Manny slapped his friend’s shoulder with the back of his hand. “She’s gone to visit relatives.”

“Yeah, right,” Rick laughed. “That’s why she took everything she owns with her.”

Manny called for Mindy or Eloise to bring them some coffee.

Rick leaned back in his seat. “Hey, Ogden, we’re trying to get some guys together for a poker game this weekend. You interested?”

“I don’t have any money.”

“You’ve got enough,” Manny said.

“I don’t think so. I told my mother I’d fix a few things, and I was hoping to get in a little fishing.” Ogden looked at his watch. “Don’t you two work for a living anymore?”

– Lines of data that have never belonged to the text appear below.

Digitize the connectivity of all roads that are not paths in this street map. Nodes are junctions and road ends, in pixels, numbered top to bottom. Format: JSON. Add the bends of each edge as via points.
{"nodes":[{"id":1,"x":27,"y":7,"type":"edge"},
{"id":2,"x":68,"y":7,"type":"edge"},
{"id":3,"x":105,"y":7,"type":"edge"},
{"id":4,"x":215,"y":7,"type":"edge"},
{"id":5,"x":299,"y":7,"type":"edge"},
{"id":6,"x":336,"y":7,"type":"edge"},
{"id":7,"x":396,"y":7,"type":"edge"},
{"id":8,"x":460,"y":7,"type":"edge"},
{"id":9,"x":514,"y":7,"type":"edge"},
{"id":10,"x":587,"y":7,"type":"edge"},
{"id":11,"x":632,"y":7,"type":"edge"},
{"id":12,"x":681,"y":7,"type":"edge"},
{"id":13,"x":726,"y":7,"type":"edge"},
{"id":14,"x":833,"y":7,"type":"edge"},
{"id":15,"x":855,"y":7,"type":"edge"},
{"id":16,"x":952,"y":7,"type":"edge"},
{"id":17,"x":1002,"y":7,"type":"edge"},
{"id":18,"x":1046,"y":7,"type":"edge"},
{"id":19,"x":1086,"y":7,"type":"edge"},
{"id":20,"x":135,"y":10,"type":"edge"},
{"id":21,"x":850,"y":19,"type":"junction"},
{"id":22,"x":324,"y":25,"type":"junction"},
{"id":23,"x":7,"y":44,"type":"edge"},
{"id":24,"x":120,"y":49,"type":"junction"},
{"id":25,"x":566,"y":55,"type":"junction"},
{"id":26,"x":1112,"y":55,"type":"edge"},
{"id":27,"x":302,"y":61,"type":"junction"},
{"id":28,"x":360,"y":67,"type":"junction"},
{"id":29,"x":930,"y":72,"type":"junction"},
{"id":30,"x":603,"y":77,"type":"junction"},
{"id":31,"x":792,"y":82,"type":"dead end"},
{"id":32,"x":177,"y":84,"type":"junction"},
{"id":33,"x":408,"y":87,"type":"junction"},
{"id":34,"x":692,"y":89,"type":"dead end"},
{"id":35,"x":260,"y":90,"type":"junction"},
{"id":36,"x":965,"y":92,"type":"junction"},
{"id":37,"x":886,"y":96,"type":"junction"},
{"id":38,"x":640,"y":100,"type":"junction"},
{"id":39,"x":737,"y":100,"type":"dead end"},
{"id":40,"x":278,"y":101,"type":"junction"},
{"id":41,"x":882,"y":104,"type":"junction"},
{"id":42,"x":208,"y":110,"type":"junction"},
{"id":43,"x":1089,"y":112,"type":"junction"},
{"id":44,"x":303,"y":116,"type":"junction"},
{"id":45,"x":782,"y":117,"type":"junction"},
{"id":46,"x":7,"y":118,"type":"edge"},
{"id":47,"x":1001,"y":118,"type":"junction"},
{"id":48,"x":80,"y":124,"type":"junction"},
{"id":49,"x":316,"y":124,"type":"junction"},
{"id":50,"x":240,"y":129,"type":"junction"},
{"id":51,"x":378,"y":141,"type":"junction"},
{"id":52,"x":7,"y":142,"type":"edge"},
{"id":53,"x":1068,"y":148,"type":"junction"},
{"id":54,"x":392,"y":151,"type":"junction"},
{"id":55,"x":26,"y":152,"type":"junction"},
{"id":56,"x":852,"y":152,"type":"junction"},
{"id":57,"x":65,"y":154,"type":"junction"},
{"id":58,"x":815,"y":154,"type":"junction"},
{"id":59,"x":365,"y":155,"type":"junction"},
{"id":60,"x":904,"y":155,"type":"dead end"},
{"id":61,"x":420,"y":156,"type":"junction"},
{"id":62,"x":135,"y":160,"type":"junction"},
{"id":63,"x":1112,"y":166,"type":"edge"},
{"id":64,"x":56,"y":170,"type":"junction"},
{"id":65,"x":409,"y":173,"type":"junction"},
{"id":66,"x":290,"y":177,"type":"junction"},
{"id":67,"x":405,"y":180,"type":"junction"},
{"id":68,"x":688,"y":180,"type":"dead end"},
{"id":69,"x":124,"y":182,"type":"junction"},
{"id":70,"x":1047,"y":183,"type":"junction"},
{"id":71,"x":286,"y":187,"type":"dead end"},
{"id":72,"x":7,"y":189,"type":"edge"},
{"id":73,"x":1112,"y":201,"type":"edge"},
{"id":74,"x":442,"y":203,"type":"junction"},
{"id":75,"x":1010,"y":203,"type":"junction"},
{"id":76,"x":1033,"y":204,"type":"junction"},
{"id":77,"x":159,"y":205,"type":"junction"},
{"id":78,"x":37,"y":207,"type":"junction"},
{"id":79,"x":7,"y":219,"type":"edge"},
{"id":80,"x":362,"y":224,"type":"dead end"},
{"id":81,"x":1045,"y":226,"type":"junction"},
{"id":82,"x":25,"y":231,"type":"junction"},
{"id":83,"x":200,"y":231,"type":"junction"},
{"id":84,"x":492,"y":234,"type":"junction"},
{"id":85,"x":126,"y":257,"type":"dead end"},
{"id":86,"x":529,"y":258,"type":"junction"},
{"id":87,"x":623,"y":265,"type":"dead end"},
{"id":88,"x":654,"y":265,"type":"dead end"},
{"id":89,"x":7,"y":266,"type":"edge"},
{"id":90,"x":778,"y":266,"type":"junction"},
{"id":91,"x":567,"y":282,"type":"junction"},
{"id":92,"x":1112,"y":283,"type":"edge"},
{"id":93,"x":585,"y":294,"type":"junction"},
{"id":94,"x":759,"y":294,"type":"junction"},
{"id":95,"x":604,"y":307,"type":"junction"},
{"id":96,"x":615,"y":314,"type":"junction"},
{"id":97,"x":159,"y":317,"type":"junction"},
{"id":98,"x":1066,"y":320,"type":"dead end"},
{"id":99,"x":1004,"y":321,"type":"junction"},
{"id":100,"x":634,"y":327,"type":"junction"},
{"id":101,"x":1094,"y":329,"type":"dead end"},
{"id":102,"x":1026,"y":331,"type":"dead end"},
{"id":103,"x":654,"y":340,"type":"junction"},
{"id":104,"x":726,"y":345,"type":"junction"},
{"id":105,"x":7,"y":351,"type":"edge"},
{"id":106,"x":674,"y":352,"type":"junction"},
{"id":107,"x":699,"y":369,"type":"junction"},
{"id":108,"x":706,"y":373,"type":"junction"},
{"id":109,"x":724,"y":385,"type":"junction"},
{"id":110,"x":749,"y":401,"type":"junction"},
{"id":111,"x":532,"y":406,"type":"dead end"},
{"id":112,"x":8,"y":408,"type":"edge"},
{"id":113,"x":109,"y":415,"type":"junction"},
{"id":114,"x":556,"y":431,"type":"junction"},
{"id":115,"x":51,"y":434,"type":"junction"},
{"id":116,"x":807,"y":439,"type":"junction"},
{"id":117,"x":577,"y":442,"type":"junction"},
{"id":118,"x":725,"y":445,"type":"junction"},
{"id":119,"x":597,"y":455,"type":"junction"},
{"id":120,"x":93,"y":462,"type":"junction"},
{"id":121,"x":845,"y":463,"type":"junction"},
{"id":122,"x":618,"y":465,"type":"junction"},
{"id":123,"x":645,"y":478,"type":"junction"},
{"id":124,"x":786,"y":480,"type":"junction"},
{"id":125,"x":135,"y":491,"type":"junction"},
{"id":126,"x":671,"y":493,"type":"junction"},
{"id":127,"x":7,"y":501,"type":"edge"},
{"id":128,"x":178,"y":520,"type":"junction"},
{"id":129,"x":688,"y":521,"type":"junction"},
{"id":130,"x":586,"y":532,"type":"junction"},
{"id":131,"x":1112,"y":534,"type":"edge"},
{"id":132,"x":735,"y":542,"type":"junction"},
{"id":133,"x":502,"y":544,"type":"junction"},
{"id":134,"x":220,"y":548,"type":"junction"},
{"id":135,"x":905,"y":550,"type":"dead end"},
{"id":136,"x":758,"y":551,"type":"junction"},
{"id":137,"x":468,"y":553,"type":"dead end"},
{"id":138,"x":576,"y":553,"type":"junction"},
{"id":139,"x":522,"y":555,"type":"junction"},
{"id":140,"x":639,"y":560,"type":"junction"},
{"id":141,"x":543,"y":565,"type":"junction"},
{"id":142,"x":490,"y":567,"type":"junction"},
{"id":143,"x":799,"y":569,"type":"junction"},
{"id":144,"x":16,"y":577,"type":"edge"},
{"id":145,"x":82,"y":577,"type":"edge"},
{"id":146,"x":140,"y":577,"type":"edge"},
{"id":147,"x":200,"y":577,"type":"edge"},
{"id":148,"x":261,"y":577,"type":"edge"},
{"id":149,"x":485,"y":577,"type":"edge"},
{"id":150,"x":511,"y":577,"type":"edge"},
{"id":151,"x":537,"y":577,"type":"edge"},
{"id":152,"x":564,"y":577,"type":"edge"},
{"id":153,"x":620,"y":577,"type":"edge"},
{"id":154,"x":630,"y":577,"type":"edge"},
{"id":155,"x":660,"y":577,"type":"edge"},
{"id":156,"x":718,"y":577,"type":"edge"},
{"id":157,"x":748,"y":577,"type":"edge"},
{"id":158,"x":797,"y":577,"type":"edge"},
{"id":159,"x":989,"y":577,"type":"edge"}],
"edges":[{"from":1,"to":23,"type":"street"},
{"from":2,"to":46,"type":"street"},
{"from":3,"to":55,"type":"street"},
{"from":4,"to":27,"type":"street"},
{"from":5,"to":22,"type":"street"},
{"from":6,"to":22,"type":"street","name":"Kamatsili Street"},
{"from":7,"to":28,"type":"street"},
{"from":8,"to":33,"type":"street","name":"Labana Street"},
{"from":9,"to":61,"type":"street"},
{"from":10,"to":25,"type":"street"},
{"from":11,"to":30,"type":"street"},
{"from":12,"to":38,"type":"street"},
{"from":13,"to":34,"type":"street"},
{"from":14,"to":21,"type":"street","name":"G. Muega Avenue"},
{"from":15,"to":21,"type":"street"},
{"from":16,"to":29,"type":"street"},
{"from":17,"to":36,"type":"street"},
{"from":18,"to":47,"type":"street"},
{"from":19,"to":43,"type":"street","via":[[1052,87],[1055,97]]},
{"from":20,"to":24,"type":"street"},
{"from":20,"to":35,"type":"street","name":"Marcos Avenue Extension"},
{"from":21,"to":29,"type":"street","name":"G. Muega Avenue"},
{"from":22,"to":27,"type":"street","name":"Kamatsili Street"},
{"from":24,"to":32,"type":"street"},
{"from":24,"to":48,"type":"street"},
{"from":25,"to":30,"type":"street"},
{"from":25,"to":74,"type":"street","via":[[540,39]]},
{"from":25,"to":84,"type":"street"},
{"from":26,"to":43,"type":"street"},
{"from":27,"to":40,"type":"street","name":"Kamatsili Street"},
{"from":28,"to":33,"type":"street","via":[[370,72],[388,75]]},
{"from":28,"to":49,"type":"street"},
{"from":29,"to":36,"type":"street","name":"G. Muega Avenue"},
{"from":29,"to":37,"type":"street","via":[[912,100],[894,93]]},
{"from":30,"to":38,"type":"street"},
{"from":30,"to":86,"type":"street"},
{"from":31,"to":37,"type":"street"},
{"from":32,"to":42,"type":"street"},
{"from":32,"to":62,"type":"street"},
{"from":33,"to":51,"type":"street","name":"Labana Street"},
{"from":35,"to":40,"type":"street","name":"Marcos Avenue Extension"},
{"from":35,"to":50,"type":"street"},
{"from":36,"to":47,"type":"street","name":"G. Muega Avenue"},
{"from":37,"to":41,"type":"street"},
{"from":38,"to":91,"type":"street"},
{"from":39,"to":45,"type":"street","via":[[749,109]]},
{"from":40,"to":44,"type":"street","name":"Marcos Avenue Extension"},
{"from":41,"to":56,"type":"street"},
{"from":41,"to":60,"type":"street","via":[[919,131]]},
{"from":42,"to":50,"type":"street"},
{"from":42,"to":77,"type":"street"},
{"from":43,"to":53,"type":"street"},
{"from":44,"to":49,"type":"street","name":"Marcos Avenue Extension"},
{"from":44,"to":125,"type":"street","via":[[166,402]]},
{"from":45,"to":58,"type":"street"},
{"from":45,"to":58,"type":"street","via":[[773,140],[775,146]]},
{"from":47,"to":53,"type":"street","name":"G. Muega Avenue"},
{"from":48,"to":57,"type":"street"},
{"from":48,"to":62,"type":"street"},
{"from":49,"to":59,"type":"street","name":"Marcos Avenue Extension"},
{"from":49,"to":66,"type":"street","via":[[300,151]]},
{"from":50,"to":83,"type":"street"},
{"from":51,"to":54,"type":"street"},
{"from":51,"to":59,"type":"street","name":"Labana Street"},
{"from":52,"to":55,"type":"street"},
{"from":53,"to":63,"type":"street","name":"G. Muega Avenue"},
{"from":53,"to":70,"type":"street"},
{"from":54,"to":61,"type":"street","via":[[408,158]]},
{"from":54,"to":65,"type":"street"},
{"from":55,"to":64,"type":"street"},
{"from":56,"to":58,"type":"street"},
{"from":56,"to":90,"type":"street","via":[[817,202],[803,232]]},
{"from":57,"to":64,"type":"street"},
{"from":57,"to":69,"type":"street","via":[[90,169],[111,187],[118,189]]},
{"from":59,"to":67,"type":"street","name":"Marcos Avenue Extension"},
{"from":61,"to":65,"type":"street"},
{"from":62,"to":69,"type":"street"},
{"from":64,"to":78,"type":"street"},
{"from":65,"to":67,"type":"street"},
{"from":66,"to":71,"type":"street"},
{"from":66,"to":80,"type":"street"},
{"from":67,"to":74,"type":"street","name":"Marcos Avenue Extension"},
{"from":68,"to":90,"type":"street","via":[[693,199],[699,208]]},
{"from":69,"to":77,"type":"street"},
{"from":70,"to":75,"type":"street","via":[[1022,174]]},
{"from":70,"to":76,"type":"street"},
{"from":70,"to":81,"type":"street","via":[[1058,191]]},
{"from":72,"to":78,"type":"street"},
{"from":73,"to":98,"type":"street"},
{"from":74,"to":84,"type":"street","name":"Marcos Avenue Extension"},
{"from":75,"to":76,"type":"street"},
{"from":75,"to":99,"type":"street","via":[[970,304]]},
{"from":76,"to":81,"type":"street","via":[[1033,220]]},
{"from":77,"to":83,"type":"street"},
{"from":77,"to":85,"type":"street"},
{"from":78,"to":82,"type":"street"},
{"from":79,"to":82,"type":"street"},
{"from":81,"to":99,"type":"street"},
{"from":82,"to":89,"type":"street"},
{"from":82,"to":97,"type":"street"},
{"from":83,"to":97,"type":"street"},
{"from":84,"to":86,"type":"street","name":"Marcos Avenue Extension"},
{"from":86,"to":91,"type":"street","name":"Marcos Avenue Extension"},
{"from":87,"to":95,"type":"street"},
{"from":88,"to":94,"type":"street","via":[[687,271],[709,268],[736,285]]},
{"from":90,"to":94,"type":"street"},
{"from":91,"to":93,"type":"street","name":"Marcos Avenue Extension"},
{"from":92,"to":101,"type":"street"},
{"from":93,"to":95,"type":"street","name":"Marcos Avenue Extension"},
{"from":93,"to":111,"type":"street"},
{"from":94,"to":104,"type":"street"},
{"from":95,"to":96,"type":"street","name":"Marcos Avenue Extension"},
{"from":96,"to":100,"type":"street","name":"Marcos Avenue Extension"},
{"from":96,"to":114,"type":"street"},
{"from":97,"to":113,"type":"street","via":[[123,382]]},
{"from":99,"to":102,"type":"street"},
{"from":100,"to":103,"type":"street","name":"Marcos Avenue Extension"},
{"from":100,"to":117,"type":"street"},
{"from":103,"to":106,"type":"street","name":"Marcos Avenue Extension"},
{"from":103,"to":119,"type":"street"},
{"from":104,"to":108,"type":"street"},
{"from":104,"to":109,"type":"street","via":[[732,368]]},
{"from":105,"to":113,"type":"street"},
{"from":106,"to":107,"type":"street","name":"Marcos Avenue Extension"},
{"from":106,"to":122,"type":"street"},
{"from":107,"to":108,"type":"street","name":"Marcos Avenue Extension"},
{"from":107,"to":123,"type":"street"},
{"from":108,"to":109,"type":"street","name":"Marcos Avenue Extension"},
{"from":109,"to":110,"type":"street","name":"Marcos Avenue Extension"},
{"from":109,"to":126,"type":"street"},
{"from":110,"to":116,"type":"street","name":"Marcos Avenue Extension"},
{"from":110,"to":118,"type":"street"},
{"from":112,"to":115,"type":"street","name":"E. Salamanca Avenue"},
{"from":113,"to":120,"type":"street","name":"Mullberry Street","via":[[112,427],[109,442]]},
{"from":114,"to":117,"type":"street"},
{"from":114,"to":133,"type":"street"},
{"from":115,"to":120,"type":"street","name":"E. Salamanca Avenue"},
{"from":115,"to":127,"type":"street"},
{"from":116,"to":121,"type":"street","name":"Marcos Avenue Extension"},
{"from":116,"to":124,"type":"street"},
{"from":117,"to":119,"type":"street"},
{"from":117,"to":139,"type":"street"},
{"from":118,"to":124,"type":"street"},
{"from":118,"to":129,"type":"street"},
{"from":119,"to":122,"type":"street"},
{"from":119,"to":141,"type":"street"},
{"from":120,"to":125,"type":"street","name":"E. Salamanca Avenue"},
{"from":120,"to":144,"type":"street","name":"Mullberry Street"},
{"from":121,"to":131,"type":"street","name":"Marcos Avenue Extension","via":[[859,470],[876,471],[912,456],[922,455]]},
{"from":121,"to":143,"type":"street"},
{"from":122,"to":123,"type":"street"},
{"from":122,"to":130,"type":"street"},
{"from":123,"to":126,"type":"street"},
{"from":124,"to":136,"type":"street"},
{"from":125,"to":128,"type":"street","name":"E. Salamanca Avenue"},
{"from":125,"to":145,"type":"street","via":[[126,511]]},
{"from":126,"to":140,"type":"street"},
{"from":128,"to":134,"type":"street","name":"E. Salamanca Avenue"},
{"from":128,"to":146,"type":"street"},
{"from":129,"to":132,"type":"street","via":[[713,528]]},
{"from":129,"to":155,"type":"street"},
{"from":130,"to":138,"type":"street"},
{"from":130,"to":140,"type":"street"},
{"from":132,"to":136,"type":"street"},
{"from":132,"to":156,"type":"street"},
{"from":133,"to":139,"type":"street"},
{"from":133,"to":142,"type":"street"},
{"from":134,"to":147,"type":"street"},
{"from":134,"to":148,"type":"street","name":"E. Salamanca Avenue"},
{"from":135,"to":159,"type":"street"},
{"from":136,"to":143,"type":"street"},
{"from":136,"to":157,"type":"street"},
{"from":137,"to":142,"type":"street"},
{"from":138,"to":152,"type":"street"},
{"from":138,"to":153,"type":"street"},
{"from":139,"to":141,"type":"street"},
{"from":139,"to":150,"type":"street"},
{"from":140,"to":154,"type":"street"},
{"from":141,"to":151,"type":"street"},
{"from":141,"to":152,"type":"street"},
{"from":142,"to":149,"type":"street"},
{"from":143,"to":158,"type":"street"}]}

“Break,” Manny said. “Man’s got to have a break now and then to remain productive. That’s what memo 9374 says.”

Ogden looked over at Huddie’s Lumber Company where Manny and Rick worked, had worked since high school, probably would work until they stopped working for good.

“It’s slow right now,” Rick said.

Ogden nodded.

Mindy or Eloise brought food to Ogden and coffee to his friends. She didn’t give them much of a look and even less of a greeting.

“She doesn’t like you guys,” Ogden said.

Rick smiled. “She likes us.”

“Listen, fellas, I’ve got to eat so I can make my rounds. You mind?”

Rick held his palms out as if pressing against an invisible wall. “Pardon the hell out of us. We wouldn’t want to interfere with Wyatt Earp making his rounds.”

“Give me a break, guys.”

They did. The two men left in a bit of a huff. Ogden watched them walk across the street and back toward the lumberyard. He felt bad for having shut them down. He finished his meal.

The old road up to the defunct ski area was just that, old. The lodge had burned to the ground fifteen years ago and now the only people who went up there were teenagers. They kissed each other, tore around on the occasional snowmobile, or spray-painted what they thought were offensive words on the remaining five feet of the lodge’s north wall. It being a weekday and during school hours, the place was deserted, the dry snow blowing across the meadow beyond the parking area. Ogden got out and walked to where the doors had once been, then he moved around and along the wall to see the new graffiti. In the summer, people who called themselves Gypsies would come park their motor homes and squat for a while. Nobody minded much. He recalled the past summer when he had to pick up a Gypsy man accused of stealing a watch from a tourist. Ogden knew as soon as he began talking to the man that he wasn’t guilty of stealing the watch, but oddly he also knew that the man, given the opportunity, would have taken the watch in a heartbeat. He went back to the tourist and helped the man retrace his steps. They found the watch in the man’s car trunk.